◆ RECORDS FOR THE TASK
■ ■ ■ ■

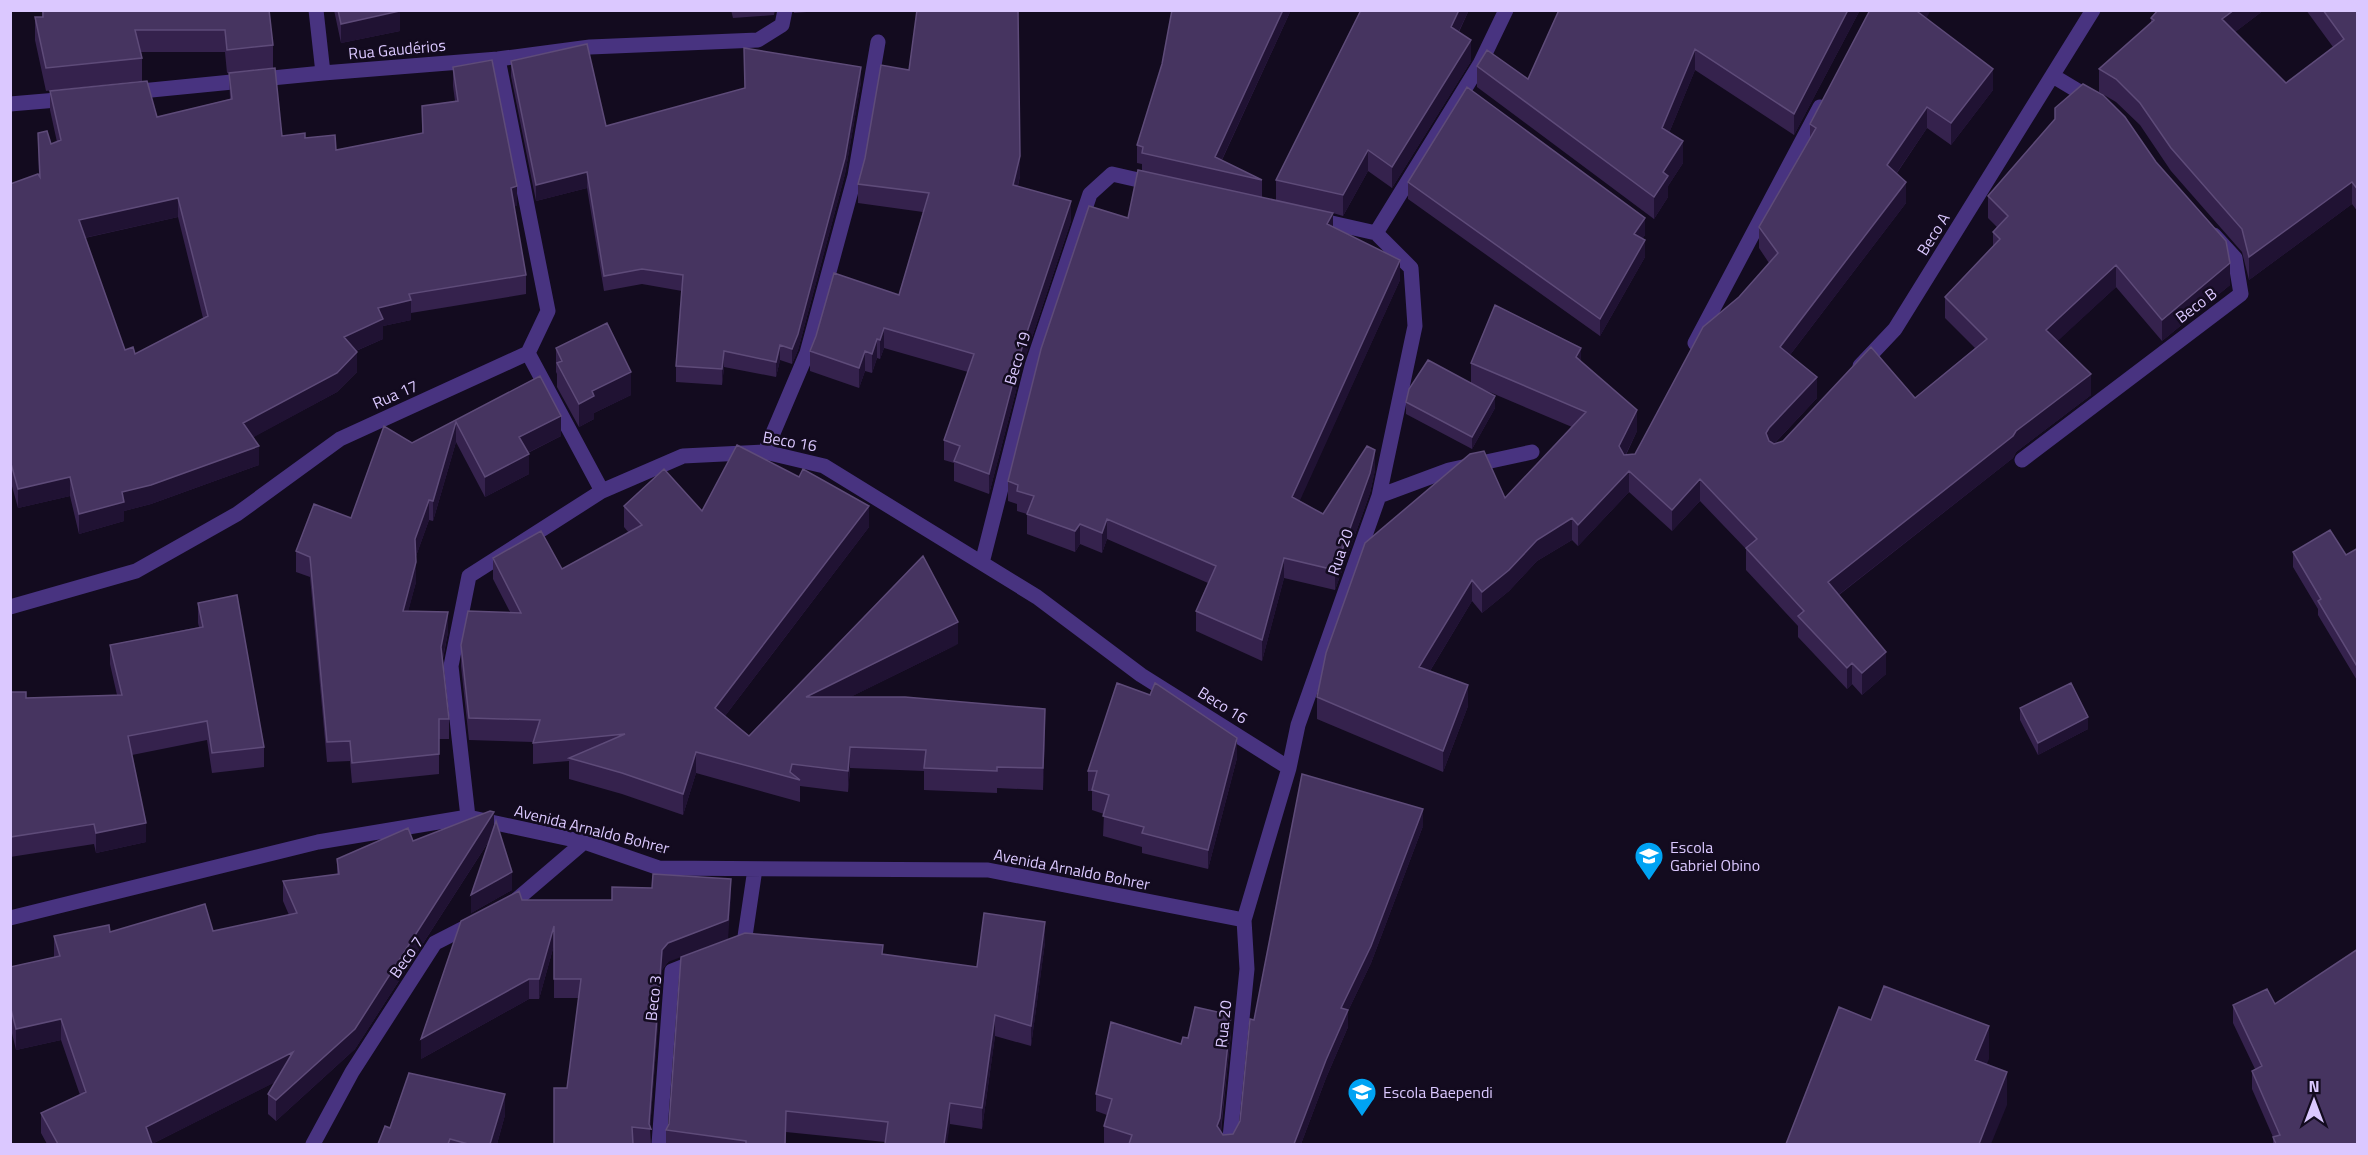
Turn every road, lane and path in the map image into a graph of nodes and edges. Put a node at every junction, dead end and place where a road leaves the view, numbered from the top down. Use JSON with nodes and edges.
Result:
{"nodes":[{"id":1,"x":316,"y":10,"type":"edge"},
{"id":2,"x":1506,"y":10,"type":"edge"},
{"id":3,"x":2093,"y":10,"type":"edge"},
{"id":4,"x":783,"y":18,"type":"edge"},
{"id":5,"x":878,"y":42,"type":"dead end"},
{"id":6,"x":498,"y":59,"type":"junction"},
{"id":7,"x":323,"y":73,"type":"junction"},
{"id":8,"x":2053,"y":76,"type":"junction"},
{"id":9,"x":115,"y":94,"type":"edge"},
{"id":10,"x":1827,"y":94,"type":"edge"},
{"id":11,"x":80,"y":98,"type":"edge"},
{"id":12,"x":10,"y":104,"type":"edge"},
{"id":13,"x":2109,"y":109,"type":"edge"},
{"id":14,"x":1169,"y":187,"type":"edge"},
{"id":15,"x":1295,"y":215,"type":"edge"},
{"id":16,"x":2206,"y":226,"type":"edge"},
{"id":17,"x":1376,"y":232,"type":"junction"},
{"id":18,"x":528,"y":354,"type":"junction"},
{"id":19,"x":1689,"y":354,"type":"edge"},
{"id":20,"x":1847,"y":380,"type":"edge"},
{"id":21,"x":765,"y":452,"type":"junction"},
{"id":22,"x":1532,"y":452,"type":"dead end"},
{"id":23,"x":2022,"y":460,"type":"dead end"},
{"id":24,"x":602,"y":491,"type":"junction"},
{"id":25,"x":1379,"y":496,"type":"junction"},
{"id":26,"x":982,"y":563,"type":"junction"},
{"id":27,"x":10,"y":607,"type":"edge"},
{"id":28,"x":1289,"y":768,"type":"junction"},
{"id":29,"x":468,"y":817,"type":"junction"},
{"id":30,"x":584,"y":842,"type":"junction"},
{"id":31,"x":755,"y":868,"type":"junction"},
{"id":32,"x":10,"y":918,"type":"edge"},
{"id":33,"x":1244,"y":920,"type":"junction"},
{"id":34,"x":313,"y":1144,"type":"edge"},
{"id":35,"x":659,"y":1144,"type":"edge"},
{"id":36,"x":1227,"y":1144,"type":"edge"}],
"edges":[{"from":1,"to":7,"type":"street"},
{"from":2,"to":17,"type":"street"},
{"from":3,"to":8,"type":"street","name":"Beco A"},
{"from":4,"to":6,"type":"street","name":"Rua Gaudérios"},
{"from":5,"to":21,"type":"street"},
{"from":6,"to":7,"type":"street","name":"Rua Gaudérios"},
{"from":6,"to":18,"type":"street"},
{"from":7,"to":9,"type":"street","name":"Rua Gaudérios"},
{"from":8,"to":13,"type":"street"},
{"from":8,"to":20,"type":"street","name":"Beco A"},
{"from":10,"to":19,"type":"street"},
{"from":11,"to":12,"type":"street"},
{"from":14,"to":26,"type":"street","name":"Beco 19"},
{"from":15,"to":17,"type":"street"},
{"from":16,"to":23,"type":"street","name":"Beco B"},
{"from":17,"to":25,"type":"street","name":"Rua 20"},
{"from":18,"to":24,"type":"street"},
{"from":18,"to":27,"type":"street","name":"Rua 17"},
{"from":21,"to":24,"type":"street","name":"Beco 16"},
{"from":21,"to":26,"type":"street","name":"Beco 16"},
{"from":22,"to":25,"type":"street"},
{"from":24,"to":29,"type":"street","name":"Beco 16"},
{"from":25,"to":28,"type":"street","name":"Rua 20"},
{"from":26,"to":28,"type":"street","name":"Beco 16"},
{"from":28,"to":33,"type":"street","name":"Rua 20"},
{"from":29,"to":30,"type":"street","name":"Avenida Arnaldo Bohrer"},
{"from":29,"to":32,"type":"street","name":"Avenida Arnaldo Bohrer"},
{"from":30,"to":31,"type":"street","name":"Avenida Arnaldo Bohrer"},
{"from":30,"to":34,"type":"street","name":"Beco 7"},
{"from":31,"to":33,"type":"street","name":"Avenida Arnaldo Bohrer"},
{"from":31,"to":35,"type":"street","name":"Beco 3"},
{"from":33,"to":36,"type":"street","name":"Rua 20"}]}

■ ■ ■ ■

◆ WHAT THE TASK ASKS
Copy out every line of the data in which the word "nodes" is found.

◆ SOLUTION
Turn every road, lane and path in the map image into a graph of nodes and edges. Put a node at every junction, dead end and place where a road leaves the view, numbered from the top down. Use JSON with nodes and edges.
{"nodes":[{"id":1,"x":316,"y":10,"type":"edge"},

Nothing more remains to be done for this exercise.